WORK TO BE COMPLETED: Return each line of the listing that contains the string "Jazmín".

STORED DATA:
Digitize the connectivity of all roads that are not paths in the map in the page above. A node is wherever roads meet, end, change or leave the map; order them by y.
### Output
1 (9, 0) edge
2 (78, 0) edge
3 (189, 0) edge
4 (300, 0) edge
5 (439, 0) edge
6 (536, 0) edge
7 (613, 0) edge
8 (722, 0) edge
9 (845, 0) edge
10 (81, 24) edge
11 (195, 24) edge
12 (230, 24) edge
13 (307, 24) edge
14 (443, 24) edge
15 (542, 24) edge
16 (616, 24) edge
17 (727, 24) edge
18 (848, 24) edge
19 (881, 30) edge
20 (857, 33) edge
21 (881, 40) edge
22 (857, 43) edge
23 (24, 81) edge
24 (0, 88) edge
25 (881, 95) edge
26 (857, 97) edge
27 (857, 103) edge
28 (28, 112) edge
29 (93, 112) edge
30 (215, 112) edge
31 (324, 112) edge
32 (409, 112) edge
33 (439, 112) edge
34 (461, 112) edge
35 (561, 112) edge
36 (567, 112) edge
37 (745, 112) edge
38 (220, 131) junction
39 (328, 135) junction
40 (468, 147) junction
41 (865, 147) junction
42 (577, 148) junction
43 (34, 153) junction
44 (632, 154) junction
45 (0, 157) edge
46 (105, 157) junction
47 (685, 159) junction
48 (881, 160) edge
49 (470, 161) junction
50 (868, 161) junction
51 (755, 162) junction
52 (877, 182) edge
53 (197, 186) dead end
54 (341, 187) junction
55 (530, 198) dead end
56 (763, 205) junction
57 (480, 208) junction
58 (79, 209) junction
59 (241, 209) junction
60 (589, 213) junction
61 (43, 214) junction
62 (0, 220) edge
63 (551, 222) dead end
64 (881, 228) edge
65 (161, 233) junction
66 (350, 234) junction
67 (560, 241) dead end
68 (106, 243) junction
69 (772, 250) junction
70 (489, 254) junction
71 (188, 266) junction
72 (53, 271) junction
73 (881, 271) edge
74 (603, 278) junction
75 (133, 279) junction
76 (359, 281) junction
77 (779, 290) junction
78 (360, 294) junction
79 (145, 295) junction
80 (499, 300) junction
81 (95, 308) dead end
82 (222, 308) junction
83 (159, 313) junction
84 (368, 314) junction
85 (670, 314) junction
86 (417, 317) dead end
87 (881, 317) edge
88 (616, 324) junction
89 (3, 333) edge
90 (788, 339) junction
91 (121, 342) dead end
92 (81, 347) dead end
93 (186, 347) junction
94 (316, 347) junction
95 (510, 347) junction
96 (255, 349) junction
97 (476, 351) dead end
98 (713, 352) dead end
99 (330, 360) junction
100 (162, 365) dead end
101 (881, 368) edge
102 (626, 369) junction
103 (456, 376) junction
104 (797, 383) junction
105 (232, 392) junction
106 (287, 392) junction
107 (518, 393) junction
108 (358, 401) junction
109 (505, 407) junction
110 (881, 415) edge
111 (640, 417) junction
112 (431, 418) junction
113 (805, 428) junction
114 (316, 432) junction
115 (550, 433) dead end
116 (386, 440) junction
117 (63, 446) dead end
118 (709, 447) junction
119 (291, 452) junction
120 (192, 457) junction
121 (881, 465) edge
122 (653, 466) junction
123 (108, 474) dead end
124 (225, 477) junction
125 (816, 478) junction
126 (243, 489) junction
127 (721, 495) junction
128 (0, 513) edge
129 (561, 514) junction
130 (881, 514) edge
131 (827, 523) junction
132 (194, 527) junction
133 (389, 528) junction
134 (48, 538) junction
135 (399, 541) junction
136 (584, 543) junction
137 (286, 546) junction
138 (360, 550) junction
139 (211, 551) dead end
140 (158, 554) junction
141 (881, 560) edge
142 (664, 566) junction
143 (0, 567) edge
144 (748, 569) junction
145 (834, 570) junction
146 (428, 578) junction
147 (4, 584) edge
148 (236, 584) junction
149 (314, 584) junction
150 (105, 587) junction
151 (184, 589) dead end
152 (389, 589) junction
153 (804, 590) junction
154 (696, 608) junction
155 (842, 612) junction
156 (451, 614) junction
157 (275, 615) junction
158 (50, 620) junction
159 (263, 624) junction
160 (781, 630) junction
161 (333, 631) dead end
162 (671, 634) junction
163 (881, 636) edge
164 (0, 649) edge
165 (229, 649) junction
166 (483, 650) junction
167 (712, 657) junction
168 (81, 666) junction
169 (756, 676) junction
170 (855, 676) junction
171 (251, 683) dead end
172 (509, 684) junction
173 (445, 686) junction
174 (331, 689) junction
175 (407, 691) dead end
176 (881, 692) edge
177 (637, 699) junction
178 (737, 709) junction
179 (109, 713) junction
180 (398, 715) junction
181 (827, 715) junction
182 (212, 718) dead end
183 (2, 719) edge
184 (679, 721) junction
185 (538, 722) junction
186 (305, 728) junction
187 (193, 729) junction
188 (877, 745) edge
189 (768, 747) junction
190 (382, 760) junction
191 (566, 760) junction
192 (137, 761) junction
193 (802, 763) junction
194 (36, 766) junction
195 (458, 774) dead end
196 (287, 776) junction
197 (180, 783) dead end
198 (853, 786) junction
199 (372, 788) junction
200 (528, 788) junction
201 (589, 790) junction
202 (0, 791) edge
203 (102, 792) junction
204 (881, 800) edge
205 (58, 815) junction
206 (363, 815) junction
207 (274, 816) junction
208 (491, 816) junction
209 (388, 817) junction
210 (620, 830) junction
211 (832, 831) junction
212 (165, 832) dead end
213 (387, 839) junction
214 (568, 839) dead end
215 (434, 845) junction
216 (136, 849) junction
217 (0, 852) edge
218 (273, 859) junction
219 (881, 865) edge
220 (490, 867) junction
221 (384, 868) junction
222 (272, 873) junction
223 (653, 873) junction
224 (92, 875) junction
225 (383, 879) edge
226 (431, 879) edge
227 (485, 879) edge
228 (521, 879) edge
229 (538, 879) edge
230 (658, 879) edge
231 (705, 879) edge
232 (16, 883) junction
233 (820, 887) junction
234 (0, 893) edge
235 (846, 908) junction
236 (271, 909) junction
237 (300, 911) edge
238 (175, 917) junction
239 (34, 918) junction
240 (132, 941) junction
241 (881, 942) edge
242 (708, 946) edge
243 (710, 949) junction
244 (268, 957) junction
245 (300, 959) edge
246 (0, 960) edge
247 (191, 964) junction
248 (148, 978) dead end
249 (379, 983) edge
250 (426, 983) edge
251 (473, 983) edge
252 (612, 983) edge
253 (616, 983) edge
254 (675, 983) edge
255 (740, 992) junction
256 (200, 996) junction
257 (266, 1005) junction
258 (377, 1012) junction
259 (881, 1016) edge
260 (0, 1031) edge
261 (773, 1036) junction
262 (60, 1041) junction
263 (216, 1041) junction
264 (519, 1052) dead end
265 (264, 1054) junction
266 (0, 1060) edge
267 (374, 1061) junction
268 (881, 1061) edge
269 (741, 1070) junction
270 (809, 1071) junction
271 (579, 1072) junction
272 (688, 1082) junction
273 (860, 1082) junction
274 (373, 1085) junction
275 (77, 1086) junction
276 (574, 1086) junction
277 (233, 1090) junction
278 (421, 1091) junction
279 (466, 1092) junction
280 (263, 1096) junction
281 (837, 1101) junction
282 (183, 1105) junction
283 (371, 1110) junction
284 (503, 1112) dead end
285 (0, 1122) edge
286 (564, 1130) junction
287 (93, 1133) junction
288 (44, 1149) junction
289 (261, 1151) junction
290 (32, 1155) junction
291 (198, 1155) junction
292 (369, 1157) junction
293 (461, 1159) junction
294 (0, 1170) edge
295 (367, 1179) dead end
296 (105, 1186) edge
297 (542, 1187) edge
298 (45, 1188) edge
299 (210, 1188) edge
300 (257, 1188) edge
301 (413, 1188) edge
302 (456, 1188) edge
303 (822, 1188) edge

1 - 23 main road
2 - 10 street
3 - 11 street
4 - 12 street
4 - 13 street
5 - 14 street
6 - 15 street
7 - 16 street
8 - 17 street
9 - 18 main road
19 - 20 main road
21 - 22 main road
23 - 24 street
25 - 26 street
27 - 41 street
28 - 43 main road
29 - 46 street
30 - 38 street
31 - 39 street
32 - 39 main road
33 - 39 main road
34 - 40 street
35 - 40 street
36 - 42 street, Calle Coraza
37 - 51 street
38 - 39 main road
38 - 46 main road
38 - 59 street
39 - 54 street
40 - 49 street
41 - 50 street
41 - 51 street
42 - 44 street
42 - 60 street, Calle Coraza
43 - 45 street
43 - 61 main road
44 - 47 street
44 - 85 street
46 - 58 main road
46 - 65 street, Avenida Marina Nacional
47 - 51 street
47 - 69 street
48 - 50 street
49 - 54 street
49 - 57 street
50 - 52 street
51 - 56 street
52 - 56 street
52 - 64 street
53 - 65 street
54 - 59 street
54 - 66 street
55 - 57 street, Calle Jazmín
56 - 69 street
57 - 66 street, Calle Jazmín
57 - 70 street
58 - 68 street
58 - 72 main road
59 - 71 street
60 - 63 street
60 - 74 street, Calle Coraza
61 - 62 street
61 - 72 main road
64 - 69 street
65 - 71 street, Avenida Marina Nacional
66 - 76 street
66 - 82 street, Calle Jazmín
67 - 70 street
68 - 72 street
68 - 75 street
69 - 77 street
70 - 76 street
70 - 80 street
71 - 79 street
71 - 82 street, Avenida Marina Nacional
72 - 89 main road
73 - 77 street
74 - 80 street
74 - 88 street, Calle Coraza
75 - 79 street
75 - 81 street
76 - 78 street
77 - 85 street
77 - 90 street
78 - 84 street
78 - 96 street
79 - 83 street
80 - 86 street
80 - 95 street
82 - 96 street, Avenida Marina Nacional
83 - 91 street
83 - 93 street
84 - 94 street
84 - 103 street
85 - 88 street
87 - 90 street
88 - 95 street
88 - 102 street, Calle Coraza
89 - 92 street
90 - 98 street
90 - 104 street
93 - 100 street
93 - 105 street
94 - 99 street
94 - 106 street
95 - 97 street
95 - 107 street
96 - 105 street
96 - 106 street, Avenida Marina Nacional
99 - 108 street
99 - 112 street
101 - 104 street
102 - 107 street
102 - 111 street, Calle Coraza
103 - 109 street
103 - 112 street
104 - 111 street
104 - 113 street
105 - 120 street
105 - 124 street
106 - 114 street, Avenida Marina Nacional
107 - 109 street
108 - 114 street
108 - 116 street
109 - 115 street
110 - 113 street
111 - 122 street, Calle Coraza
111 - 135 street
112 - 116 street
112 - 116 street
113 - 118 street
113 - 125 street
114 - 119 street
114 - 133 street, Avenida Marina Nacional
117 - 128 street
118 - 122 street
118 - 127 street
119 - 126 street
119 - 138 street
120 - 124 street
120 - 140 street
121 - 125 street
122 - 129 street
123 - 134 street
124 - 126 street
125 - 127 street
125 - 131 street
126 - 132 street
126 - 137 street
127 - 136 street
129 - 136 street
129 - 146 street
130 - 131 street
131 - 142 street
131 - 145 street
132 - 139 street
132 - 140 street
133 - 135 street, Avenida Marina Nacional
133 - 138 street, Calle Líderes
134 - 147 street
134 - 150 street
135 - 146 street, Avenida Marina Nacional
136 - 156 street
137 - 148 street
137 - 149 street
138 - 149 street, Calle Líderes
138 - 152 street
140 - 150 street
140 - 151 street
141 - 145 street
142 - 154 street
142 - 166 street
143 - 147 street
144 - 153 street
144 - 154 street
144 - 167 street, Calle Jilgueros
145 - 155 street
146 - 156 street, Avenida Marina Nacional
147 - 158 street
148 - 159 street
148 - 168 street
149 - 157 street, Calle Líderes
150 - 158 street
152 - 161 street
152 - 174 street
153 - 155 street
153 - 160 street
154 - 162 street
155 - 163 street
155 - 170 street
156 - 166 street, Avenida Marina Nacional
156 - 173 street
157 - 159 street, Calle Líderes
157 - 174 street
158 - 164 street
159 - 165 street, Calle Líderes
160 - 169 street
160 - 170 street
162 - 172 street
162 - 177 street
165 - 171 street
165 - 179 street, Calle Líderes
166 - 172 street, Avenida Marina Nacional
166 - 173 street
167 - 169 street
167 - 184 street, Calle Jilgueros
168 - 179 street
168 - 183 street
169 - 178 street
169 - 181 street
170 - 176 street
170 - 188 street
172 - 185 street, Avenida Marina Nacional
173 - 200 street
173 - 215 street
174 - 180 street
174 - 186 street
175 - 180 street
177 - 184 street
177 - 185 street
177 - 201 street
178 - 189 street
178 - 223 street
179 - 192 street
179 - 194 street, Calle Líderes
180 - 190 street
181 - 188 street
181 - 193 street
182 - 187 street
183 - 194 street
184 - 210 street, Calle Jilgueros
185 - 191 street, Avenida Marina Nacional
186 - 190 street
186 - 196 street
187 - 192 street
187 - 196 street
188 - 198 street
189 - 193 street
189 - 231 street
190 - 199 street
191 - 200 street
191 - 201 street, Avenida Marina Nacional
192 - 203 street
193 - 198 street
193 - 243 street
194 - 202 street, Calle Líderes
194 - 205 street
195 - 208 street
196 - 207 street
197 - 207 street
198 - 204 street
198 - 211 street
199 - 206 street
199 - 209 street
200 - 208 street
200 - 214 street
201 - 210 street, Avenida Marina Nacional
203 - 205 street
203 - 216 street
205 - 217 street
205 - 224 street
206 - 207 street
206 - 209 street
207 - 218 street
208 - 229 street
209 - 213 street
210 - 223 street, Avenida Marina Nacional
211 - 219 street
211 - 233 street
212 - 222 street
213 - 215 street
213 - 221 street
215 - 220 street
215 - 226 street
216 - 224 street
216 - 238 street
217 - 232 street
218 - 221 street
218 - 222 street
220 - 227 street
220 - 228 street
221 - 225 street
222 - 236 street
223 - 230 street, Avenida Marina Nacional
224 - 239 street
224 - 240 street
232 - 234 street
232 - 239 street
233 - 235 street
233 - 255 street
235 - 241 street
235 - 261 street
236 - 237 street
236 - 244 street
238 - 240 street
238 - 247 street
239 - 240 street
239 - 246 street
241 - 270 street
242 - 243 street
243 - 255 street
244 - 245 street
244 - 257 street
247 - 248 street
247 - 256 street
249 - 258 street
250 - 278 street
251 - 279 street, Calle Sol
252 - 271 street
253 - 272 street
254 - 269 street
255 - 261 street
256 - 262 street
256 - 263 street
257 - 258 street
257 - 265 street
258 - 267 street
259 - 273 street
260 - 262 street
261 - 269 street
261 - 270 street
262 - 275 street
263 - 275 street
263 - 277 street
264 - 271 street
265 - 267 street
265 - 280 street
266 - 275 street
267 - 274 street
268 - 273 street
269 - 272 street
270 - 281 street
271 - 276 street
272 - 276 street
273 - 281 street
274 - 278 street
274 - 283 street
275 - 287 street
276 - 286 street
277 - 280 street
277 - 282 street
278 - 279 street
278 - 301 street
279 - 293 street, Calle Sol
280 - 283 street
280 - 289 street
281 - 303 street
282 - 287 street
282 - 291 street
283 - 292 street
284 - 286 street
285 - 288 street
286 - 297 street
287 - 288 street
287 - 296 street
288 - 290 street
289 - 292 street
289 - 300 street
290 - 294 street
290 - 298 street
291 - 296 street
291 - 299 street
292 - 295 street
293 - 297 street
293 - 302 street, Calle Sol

YOUR SOLUTION:
55 - 57 street, Calle Jazmín
57 - 66 street, Calle Jazmín
66 - 82 street, Calle Jazmín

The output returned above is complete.